[Data excerpts]
- Opening Delimiter -

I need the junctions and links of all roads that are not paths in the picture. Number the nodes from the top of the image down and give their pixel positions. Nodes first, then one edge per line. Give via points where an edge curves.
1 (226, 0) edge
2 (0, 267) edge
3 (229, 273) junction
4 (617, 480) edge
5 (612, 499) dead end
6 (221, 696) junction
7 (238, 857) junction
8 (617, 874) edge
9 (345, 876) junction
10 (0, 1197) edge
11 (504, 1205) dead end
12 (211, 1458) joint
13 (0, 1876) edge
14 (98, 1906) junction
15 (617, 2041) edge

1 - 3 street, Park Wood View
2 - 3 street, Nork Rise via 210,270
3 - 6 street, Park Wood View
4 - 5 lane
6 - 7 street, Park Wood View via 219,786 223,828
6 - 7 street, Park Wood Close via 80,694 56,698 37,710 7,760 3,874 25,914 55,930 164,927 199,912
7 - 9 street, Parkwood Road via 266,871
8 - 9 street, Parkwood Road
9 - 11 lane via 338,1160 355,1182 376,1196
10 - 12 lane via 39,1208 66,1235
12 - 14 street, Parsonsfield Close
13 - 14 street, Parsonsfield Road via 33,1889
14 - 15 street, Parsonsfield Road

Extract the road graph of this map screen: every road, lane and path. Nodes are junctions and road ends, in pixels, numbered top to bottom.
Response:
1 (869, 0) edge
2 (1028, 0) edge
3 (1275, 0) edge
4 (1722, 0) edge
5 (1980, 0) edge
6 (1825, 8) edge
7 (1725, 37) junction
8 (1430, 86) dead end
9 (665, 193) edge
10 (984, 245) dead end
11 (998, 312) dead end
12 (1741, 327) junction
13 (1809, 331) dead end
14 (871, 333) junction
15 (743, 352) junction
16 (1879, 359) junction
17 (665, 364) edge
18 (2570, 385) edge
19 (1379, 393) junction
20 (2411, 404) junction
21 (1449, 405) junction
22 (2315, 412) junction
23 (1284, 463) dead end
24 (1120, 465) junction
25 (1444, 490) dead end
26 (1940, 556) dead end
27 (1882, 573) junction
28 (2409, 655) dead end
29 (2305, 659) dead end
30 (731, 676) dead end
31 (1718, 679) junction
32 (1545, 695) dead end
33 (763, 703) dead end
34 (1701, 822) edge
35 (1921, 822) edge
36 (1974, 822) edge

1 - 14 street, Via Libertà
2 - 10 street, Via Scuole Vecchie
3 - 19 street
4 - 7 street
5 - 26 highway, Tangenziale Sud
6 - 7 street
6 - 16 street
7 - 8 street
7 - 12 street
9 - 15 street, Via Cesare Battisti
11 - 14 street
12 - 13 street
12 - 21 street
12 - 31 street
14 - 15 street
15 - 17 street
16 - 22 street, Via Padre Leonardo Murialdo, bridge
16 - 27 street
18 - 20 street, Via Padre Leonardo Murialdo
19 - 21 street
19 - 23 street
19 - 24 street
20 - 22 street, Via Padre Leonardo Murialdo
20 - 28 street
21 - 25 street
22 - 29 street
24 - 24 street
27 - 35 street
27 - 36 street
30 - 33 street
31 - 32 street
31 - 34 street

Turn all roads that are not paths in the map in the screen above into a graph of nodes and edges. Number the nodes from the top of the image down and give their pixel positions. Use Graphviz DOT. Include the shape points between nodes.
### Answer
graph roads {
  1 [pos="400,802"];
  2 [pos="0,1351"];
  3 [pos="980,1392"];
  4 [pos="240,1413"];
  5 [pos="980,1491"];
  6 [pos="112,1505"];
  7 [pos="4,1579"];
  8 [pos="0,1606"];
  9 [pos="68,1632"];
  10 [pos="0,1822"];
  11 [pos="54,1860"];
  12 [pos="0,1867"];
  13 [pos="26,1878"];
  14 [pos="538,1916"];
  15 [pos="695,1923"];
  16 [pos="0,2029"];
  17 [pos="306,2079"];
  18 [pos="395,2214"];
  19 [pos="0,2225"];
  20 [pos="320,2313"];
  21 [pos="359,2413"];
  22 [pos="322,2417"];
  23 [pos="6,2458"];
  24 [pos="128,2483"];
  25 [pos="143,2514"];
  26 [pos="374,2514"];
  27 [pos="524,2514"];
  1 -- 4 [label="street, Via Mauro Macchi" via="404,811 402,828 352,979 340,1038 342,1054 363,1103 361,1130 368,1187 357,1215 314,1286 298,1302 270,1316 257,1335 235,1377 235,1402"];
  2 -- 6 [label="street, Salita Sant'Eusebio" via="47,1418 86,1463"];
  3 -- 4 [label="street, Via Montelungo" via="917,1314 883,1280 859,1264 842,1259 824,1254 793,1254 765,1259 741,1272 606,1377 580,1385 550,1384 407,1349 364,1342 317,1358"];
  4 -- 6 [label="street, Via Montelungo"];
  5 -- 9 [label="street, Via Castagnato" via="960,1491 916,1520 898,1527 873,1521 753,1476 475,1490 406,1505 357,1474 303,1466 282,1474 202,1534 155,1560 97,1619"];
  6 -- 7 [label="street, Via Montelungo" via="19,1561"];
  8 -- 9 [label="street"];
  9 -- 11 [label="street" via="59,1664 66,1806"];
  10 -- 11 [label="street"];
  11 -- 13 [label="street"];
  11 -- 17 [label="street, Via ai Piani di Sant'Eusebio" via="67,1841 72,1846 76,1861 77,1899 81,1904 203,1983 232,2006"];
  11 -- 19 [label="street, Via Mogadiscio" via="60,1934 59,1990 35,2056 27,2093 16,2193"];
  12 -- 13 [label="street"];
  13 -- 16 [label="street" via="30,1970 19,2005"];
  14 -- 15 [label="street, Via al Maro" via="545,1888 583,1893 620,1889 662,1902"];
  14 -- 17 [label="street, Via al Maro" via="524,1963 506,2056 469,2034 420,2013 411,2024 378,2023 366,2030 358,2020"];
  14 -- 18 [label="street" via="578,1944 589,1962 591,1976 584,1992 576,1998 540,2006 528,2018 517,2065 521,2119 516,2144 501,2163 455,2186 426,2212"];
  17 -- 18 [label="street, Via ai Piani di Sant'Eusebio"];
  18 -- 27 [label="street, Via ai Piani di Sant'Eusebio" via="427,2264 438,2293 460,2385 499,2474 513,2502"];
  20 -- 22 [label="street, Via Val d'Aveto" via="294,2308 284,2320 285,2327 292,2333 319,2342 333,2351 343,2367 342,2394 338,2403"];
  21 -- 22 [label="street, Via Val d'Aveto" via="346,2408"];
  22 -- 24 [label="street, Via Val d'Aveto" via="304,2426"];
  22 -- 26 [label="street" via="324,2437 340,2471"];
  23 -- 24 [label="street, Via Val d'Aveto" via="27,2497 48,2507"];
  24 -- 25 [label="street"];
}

- Closing Delimiter -

WORK INSTRUCTIONS - For each line in the data that holds the word "Murialdo", copy the line.

RESPONSE -
16 - 22 street, Via Padre Leonardo Murialdo, bridge
18 - 20 street, Via Padre Leonardo Murialdo
20 - 22 street, Via Padre Leonardo Murialdo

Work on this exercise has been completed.